- PROBLEM TO WORK ON: Transcribe the records below line by line, exactly as they read.

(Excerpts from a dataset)

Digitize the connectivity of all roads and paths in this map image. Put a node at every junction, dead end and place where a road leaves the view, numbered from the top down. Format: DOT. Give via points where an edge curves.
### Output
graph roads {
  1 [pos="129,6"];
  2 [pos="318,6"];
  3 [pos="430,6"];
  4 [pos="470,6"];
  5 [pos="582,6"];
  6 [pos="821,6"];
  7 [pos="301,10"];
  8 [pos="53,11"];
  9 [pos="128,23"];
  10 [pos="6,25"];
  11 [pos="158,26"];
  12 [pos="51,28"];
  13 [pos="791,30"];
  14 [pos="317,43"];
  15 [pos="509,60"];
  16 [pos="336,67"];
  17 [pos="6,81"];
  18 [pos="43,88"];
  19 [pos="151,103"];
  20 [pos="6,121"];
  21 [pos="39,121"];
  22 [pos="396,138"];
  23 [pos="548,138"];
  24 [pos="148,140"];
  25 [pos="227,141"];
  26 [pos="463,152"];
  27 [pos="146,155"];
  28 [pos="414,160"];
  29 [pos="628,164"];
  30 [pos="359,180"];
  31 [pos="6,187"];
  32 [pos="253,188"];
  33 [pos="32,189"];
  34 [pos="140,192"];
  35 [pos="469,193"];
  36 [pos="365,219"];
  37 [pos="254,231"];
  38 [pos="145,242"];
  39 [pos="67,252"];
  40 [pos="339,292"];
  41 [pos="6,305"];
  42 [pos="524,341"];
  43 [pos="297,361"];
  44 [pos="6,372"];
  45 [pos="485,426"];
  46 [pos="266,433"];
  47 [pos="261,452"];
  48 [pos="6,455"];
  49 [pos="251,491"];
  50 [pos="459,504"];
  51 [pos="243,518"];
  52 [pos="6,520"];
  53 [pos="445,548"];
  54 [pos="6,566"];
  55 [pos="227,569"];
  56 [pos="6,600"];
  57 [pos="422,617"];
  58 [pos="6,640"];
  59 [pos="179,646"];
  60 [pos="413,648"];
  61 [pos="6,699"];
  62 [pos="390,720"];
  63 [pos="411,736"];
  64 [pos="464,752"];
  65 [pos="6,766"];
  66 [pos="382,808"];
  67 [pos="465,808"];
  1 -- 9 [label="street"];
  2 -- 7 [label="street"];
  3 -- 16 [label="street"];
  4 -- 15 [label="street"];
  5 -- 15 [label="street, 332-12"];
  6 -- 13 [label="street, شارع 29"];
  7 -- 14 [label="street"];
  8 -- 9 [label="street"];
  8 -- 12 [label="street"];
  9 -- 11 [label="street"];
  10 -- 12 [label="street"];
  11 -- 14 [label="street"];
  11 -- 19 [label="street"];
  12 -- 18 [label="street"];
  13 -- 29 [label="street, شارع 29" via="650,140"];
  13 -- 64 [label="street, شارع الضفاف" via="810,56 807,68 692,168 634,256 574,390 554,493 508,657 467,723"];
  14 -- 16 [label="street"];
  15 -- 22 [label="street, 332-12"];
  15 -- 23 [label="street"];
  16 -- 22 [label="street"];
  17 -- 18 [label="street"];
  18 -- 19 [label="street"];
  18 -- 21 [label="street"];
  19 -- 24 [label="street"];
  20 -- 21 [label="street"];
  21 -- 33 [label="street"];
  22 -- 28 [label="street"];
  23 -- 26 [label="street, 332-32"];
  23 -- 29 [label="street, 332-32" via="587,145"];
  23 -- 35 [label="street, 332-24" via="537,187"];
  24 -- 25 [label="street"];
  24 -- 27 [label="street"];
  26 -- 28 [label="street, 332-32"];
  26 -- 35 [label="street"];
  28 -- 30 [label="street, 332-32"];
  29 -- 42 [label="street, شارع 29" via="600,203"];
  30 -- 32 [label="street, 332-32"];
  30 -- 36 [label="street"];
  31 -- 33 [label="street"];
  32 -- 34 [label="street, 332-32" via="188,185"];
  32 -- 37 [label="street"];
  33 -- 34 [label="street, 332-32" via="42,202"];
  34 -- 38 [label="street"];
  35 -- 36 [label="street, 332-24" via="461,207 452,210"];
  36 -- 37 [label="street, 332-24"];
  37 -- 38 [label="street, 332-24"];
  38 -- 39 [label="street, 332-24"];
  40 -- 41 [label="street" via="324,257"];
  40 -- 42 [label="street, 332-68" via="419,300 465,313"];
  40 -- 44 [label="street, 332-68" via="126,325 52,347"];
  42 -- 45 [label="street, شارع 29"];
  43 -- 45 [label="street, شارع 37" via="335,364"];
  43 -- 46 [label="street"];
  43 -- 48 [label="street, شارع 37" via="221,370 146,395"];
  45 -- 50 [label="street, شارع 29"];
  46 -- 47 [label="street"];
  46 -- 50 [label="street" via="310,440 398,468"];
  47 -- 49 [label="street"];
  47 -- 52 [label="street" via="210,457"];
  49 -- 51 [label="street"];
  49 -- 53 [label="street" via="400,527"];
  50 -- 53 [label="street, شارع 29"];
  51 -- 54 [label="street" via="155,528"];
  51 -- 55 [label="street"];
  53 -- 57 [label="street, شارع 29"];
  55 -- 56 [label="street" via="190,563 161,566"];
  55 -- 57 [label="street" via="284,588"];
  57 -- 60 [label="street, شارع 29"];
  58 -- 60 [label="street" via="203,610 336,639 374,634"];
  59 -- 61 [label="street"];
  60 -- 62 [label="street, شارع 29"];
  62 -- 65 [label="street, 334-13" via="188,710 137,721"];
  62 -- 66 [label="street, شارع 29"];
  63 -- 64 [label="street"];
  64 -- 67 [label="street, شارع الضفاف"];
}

- RESPONSE BELOW:
Digitize the connectivity of all roads and paths in this map image. Put a node at every junction, dead end and place where a road leaves the view, numbered from the top down. Format: DOT. Give via points where an edge curves.
### Output
graph roads {
  1 [pos="129,6"];
  2 [pos="318,6"];
  3 [pos="430,6"];
  4 [pos="470,6"];
  5 [pos="582,6"];
  6 [pos="821,6"];
  7 [pos="301,10"];
  8 [pos="53,11"];
  9 [pos="128,23"];
  10 [pos="6,25"];
  11 [pos="158,26"];
  12 [pos="51,28"];
  13 [pos="791,30"];
  14 [pos="317,43"];
  15 [pos="509,60"];
  16 [pos="336,67"];
  17 [pos="6,81"];
  18 [pos="43,88"];
  19 [pos="151,103"];
  20 [pos="6,121"];
  21 [pos="39,121"];
  22 [pos="396,138"];
  23 [pos="548,138"];
  24 [pos="148,140"];
  25 [pos="227,141"];
  26 [pos="463,152"];
  27 [pos="146,155"];
  28 [pos="414,160"];
  29 [pos="628,164"];
  30 [pos="359,180"];
  31 [pos="6,187"];
  32 [pos="253,188"];
  33 [pos="32,189"];
  34 [pos="140,192"];
  35 [pos="469,193"];
  36 [pos="365,219"];
  37 [pos="254,231"];
  38 [pos="145,242"];
  39 [pos="67,252"];
  40 [pos="339,292"];
  41 [pos="6,305"];
  42 [pos="524,341"];
  43 [pos="297,361"];
  44 [pos="6,372"];
  45 [pos="485,426"];
  46 [pos="266,433"];
  47 [pos="261,452"];
  48 [pos="6,455"];
  49 [pos="251,491"];
  50 [pos="459,504"];
  51 [pos="243,518"];
  52 [pos="6,520"];
  53 [pos="445,548"];
  54 [pos="6,566"];
  55 [pos="227,569"];
  56 [pos="6,600"];
  57 [pos="422,617"];
  58 [pos="6,640"];
  59 [pos="179,646"];
  60 [pos="413,648"];
  61 [pos="6,699"];
  62 [pos="390,720"];
  63 [pos="411,736"];
  64 [pos="464,752"];
  65 [pos="6,766"];
  66 [pos="382,808"];
  67 [pos="465,808"];
  1 -- 9 [label="street"];
  2 -- 7 [label="street"];
  3 -- 16 [label="street"];
  4 -- 15 [label="street"];
  5 -- 15 [label="street, 332-12"];
  6 -- 13 [label="street, شارع 29"];
  7 -- 14 [label="street"];
  8 -- 9 [label="street"];
  8 -- 12 [label="street"];
  9 -- 11 [label="street"];
  10 -- 12 [label="street"];
  11 -- 14 [label="street"];
  11 -- 19 [label="street"];
  12 -- 18 [label="street"];
  13 -- 29 [label="street, شارع 29" via="650,140"];
  13 -- 64 [label="street, شارع الضفاف" via="810,56 807,68 692,168 634,256 574,390 554,493 508,657 467,723"];
  14 -- 16 [label="street"];
  15 -- 22 [label="street, 332-12"];
  15 -- 23 [label="street"];
  16 -- 22 [label="street"];
  17 -- 18 [label="street"];
  18 -- 19 [label="street"];
  18 -- 21 [label="street"];
  19 -- 24 [label="street"];
  20 -- 21 [label="street"];
  21 -- 33 [label="street"];
  22 -- 28 [label="street"];
  23 -- 26 [label="street, 332-32"];
  23 -- 29 [label="street, 332-32" via="587,145"];
  23 -- 35 [label="street, 332-24" via="537,187"];
  24 -- 25 [label="street"];
  24 -- 27 [label="street"];
  26 -- 28 [label="street, 332-32"];
  26 -- 35 [label="street"];
  28 -- 30 [label="street, 332-32"];
  29 -- 42 [label="street, شارع 29" via="600,203"];
  30 -- 32 [label="street, 332-32"];
  30 -- 36 [label="street"];
  31 -- 33 [label="street"];
  32 -- 34 [label="street, 332-32" via="188,185"];
  32 -- 37 [label="street"];
  33 -- 34 [label="street, 332-32" via="42,202"];
  34 -- 38 [label="street"];
  35 -- 36 [label="street, 332-24" via="461,207 452,210"];
  36 -- 37 [label="street, 332-24"];
  37 -- 38 [label="street, 332-24"];
  38 -- 39 [label="street, 332-24"];
  40 -- 41 [label="street" via="324,257"];
  40 -- 42 [label="street, 332-68" via="419,300 465,313"];
  40 -- 44 [label="street, 332-68" via="126,325 52,347"];
  42 -- 45 [label="street, شارع 29"];
  43 -- 45 [label="street, شارع 37" via="335,364"];
  43 -- 46 [label="street"];
  43 -- 48 [label="street, شارع 37" via="221,370 146,395"];
  45 -- 50 [label="street, شارع 29"];
  46 -- 47 [label="street"];
  46 -- 50 [label="street" via="310,440 398,468"];
  47 -- 49 [label="street"];
  47 -- 52 [label="street" via="210,457"];
  49 -- 51 [label="street"];
  49 -- 53 [label="street" via="400,527"];
  50 -- 53 [label="street, شارع 29"];
  51 -- 54 [label="street" via="155,528"];
  51 -- 55 [label="street"];
  53 -- 57 [label="street, شارع 29"];
  55 -- 56 [label="street" via="190,563 161,566"];
  55 -- 57 [label="street" via="284,588"];
  57 -- 60 [label="street, شارع 29"];
  58 -- 60 [label="street" via="203,610 336,639 374,634"];
  59 -- 61 [label="street"];
  60 -- 62 [label="street, شارع 29"];
  62 -- 65 [label="street, 334-13" via="188,710 137,721"];
  62 -- 66 [label="street, شارع 29"];
  63 -- 64 [label="street"];
  64 -- 67 [label="street, شارع الضفاف"];
}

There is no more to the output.